Because many materials in the fallout cloud decay quickly, the nuclear radiation from a given quantity of fallout is most intense in the first moments after detonation and its intensity rapidly falls to lower levels. This behavior can be approximately described by a rule of thumb called the seven-ten rule. This rule applies only to fallout of the same “effective” age. If the fallout results from unclear detonations that all exploded within a few minutes of each other, then the “effective” age is the same as the actual age, the time measured from the mean time of the detonations. If the fallout is produced from detonations that are separated in time by more than a half-hour or so, then the average decay rates of the different clouds of fallout are sufficiently different. The concept of “effective” age must be applied to estimate the decay rate of the composite fallout. Methods have been developed for determining the effective age of composite fallout from simple measurements by a survey meter and the use of a monogram (Haaland, 1989).
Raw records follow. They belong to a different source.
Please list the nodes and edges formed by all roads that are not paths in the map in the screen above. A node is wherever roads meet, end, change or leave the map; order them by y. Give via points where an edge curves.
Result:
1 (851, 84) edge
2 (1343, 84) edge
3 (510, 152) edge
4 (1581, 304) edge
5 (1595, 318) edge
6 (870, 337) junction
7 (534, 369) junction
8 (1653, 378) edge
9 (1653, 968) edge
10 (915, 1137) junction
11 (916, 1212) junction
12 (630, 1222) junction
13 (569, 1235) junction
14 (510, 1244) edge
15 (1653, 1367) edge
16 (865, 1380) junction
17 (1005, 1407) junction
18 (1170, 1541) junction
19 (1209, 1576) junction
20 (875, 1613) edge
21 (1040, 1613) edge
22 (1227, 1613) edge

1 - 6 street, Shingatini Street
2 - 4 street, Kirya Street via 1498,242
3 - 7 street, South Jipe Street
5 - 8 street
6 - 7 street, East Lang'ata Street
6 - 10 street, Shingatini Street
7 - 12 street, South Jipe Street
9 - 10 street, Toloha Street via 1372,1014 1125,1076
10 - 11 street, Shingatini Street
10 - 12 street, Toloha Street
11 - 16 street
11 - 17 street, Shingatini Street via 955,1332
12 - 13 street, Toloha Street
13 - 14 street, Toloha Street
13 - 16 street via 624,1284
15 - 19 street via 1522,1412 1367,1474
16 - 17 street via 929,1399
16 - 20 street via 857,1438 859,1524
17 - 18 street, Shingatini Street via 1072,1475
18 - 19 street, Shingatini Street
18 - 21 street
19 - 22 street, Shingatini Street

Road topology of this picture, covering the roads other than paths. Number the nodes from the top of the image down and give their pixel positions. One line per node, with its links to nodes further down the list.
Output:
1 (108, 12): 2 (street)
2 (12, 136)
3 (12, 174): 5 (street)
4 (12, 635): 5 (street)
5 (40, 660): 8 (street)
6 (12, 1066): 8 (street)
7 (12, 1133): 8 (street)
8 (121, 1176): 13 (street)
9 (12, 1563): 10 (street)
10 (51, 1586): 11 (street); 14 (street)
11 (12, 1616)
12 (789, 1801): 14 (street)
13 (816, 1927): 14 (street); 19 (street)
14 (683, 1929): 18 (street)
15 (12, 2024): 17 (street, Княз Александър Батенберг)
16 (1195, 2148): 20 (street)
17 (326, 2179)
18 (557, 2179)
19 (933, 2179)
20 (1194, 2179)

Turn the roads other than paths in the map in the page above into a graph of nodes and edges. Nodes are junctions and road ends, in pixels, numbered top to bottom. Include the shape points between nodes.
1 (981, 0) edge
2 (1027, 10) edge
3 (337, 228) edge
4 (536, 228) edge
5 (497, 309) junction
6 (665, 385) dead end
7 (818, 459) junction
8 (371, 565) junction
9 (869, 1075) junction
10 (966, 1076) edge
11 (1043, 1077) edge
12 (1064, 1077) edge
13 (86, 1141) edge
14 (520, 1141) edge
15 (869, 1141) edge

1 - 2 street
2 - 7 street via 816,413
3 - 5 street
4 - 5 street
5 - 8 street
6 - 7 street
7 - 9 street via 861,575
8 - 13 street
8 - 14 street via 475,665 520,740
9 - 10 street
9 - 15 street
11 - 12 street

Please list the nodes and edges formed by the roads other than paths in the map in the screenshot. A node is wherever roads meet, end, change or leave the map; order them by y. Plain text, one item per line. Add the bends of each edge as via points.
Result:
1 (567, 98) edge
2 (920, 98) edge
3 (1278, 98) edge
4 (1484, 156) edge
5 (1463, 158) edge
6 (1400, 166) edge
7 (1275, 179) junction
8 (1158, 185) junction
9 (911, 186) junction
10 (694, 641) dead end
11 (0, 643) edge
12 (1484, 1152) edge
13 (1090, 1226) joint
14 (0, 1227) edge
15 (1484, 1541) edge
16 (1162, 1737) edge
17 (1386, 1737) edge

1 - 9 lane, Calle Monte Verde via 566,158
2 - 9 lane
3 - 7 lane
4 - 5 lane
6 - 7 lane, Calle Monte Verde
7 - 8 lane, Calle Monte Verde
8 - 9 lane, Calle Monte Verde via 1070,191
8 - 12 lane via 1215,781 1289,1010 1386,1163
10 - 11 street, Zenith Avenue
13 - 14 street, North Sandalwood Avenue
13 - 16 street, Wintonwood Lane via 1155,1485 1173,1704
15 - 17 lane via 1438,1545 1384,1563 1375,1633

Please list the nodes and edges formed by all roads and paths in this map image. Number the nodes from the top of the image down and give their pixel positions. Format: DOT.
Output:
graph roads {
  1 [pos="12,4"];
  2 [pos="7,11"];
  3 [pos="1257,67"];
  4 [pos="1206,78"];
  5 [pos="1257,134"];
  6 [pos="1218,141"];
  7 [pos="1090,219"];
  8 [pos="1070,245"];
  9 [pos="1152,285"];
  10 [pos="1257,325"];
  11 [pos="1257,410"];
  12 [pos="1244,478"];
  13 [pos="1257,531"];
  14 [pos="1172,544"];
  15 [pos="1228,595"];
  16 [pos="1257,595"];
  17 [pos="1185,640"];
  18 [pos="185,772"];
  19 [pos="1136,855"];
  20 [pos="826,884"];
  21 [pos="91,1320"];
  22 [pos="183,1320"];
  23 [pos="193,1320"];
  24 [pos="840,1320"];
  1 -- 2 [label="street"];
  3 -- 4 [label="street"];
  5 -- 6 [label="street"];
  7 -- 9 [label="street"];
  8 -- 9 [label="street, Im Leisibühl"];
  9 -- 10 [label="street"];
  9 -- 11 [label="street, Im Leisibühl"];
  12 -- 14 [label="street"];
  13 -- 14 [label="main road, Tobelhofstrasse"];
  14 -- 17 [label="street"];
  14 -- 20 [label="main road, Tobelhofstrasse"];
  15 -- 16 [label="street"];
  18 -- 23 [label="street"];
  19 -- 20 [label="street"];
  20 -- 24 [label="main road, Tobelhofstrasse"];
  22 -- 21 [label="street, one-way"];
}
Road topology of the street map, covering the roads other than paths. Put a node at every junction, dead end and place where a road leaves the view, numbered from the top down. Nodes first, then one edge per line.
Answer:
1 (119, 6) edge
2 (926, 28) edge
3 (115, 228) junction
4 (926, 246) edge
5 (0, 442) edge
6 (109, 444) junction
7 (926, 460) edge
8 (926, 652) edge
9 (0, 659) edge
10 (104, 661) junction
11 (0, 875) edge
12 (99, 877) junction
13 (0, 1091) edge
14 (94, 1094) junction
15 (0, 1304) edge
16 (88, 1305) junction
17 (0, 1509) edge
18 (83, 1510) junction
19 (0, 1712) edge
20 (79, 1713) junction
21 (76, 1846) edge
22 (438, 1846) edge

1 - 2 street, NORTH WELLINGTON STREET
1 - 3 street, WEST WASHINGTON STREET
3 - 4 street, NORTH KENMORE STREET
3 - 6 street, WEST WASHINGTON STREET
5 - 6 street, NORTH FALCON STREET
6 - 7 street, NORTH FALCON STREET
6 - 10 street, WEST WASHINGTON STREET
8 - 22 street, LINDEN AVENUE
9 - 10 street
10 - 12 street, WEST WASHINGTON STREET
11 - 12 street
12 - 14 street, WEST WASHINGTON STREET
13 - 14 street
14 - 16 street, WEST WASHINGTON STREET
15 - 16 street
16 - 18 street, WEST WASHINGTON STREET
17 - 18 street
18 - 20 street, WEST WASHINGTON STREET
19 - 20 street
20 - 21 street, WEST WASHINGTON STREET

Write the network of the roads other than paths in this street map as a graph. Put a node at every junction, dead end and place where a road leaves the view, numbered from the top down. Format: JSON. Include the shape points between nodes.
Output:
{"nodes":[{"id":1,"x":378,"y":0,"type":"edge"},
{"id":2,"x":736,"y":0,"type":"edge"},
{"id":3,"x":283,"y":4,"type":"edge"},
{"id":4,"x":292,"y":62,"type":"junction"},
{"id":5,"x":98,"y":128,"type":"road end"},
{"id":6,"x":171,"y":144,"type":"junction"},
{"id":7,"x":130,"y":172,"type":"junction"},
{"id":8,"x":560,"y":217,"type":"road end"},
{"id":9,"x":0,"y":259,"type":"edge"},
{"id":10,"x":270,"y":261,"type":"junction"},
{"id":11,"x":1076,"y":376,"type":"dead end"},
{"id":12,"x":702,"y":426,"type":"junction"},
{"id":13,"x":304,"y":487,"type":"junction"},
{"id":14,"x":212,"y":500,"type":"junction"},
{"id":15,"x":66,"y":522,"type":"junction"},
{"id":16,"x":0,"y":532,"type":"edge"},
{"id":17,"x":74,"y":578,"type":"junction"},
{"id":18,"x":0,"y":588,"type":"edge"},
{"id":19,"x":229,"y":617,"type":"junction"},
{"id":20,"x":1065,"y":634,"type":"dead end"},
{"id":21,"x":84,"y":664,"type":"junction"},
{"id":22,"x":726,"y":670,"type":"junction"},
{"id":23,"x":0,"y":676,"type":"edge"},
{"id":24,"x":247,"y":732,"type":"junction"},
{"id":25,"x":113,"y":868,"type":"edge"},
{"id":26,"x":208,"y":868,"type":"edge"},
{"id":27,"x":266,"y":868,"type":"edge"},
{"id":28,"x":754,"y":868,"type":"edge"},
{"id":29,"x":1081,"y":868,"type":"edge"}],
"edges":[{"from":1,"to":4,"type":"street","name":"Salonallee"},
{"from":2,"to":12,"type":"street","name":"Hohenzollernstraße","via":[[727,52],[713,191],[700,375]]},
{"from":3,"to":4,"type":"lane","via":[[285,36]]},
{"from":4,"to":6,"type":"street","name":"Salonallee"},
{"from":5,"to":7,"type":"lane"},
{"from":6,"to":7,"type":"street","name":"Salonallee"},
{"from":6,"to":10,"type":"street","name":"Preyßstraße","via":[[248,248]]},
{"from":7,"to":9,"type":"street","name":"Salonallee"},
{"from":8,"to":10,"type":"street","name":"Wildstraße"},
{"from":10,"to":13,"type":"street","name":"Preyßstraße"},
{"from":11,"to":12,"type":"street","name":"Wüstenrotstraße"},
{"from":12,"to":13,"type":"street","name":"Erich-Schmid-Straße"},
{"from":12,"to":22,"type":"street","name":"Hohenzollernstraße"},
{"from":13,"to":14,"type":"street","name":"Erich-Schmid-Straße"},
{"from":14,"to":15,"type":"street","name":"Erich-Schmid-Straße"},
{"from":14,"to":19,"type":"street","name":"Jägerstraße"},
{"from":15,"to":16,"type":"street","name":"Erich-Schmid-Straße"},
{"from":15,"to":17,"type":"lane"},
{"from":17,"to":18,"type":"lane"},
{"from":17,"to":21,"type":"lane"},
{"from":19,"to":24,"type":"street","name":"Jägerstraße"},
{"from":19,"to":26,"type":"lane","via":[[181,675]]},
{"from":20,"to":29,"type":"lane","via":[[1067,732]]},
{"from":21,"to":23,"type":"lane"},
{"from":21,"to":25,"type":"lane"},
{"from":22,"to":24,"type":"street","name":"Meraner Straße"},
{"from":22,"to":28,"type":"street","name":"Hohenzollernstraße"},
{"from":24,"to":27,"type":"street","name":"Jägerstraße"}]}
The seven-ten rule states that the measured radiation intensity from a given quantity of fallout particles will decay to (1) one-tenth as much when the fallout becomes seven times older than the effective age at the time of measurement, (2) one-hundredth (1/10 x 1/10) as much when the fallout becomes forty-nine times (7 x 7) older than the effective age at the time of measurement, and so on. The unit of time can be seconds, minutes, hours, half-days, days or whatever period of time is appropriate for the situation. For instance, if the measured level of radiation is 1,000 R/hr., after 7 hours the radiation level will decay to 100 R/hr. After 7 x 7 hours (about 2 days) the radiation level will decay to 10 R/hr. After 7 x 2 days (about 2 weeks) the radiation level will decay to 1 R/hr.
If the air is humid, the nuclear explosion may start a local rain. The fireball from a low-yield nuclear detonation, less than a few hundred kilotons, may not rise above the troposphere. In this case, if it is already raining or if the explosion starts a rain shower, much of the radioactive material will come quickly to the ground as “rainout”. A light rainout produced low-level fallout-type radiation after the Hiroshima and Nagasaki detonations, even though the fireballs did not engulf solid materials on the ground. Radiation from rainout could be extremely intense and localized if the fireball does not rise above the rain cloud, because the fallout cloud has not had a chance to spread out as it does when carried a long way by the wind, and it has not had as much time to decay. If the rainfall is heavy, the fallout may be washed into gutters, ditches, and storm sewers, from whence it may be carried into streams and rivers. In this case the earth surrounding the ditches, sewers and streams, and the water itself will provide shielding to greatly reduce the fallout hazard to local residents. However, radioactive material, like dirt and sand particles, can collect in unpredictable locations under these circumstances to produce highly lethal concentrations. A radiation survey meter will be needed to help detect, and avoid remaining in such locations.
Fallout radiation is a potential hazard that must be considered in the event of nuclear attack. The magnitude of the area covered, the geographical shape, and the levels of radiation intensity CANNOT be precisely predicted. Protection by shelters is possible, and radiation management through the use of rate meters and dosimeters will reduce the potential risk.